● GOAL OF THE EXERCISE
Report every line of the entries that contains the word "Wentworth".

Stored data entries
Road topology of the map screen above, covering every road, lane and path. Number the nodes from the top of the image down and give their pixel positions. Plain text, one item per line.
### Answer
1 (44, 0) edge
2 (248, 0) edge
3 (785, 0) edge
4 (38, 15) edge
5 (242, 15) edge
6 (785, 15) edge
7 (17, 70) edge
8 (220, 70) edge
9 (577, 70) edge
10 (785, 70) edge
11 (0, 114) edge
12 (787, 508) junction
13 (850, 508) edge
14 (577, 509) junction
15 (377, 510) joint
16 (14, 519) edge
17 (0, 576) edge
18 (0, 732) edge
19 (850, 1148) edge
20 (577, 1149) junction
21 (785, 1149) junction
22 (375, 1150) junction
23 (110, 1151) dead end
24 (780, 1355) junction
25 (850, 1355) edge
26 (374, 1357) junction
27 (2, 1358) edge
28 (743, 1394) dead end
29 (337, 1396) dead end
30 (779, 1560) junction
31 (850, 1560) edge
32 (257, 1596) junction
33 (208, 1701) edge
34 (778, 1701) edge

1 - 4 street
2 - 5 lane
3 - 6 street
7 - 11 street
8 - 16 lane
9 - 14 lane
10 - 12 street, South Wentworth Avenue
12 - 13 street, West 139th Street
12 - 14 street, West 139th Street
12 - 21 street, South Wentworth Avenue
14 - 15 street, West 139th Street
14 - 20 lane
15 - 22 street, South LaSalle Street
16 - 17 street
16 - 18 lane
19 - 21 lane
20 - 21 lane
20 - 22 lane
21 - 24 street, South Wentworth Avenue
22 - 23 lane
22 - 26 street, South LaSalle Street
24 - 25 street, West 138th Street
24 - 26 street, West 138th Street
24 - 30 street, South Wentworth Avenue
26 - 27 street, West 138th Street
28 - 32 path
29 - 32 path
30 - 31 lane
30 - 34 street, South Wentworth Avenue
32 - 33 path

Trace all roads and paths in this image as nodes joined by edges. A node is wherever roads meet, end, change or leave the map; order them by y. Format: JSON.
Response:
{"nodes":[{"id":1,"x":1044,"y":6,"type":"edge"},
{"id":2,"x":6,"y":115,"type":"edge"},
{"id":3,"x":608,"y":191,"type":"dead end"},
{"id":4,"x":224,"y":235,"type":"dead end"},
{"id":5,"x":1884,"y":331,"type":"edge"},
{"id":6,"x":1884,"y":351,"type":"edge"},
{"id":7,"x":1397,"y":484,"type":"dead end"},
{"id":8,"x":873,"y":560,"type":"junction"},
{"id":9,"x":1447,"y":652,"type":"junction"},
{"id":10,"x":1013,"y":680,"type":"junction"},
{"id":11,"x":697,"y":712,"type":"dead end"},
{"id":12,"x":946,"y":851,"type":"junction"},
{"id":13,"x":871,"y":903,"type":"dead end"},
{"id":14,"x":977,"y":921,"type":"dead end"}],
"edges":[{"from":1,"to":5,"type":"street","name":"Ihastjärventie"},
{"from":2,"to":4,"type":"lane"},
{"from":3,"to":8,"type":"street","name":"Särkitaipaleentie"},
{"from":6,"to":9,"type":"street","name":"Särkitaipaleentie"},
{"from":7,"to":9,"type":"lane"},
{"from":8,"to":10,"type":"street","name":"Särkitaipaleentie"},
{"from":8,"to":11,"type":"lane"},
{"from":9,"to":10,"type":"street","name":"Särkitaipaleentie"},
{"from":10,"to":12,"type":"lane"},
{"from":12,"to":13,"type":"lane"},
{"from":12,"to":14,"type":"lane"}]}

● SOLUTION FOR THIS PROBLEM
10 - 12 street, South Wentworth Avenue
12 - 21 street, South Wentworth Avenue
21 - 24 street, South Wentworth Avenue
24 - 30 street, South Wentworth Avenue
30 - 34 street, South Wentworth Avenue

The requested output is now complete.